▸ DATA LISTING
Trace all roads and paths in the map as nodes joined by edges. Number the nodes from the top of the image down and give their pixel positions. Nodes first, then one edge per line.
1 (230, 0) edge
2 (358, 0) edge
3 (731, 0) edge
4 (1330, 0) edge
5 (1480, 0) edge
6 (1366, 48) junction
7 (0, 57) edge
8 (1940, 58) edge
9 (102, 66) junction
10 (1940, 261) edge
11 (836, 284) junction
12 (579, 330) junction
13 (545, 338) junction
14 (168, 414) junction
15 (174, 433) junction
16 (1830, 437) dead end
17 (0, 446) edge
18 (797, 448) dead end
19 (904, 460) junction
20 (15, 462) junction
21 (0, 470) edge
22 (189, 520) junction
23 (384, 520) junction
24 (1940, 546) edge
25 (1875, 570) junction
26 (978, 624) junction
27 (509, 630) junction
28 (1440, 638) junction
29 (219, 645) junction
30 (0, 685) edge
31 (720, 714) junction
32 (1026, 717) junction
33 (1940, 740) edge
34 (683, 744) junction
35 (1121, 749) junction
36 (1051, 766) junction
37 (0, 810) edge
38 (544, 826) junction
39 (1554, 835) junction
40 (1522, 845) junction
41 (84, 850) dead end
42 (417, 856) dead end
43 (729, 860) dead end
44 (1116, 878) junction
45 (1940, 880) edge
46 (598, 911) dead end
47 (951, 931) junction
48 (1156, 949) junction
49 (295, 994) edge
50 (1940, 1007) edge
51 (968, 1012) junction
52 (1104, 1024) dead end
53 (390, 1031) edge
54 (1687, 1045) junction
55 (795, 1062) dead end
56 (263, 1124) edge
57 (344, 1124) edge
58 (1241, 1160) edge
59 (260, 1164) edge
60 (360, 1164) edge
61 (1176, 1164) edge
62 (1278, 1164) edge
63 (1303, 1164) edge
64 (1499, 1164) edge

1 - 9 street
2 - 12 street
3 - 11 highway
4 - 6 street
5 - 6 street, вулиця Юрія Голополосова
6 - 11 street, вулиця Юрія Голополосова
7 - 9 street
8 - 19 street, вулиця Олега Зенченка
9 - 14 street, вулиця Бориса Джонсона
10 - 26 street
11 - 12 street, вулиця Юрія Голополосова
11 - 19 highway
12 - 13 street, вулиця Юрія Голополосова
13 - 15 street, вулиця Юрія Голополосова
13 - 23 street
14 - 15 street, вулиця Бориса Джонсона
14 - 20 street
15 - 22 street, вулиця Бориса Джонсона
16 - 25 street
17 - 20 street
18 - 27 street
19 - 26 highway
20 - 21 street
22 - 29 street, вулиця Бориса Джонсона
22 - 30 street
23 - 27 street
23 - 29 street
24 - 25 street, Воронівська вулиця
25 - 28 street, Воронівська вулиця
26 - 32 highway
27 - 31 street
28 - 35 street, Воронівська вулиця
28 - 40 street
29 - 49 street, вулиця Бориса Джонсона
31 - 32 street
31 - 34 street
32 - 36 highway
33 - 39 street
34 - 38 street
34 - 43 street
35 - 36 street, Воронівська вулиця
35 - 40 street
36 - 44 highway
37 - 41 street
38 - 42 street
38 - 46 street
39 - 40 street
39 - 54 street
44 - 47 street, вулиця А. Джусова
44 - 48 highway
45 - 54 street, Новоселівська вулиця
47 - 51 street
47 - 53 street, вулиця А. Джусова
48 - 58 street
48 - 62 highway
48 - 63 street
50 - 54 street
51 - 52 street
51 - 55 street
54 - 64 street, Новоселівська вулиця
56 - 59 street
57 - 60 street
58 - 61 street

▸ PROBLEM
Identify all lines in the records above with the word "Новоселівська".

▸ YOUR SOLUTION
45 - 54 street, Новоселівська вулиця
54 - 64 street, Новоселівська вулиця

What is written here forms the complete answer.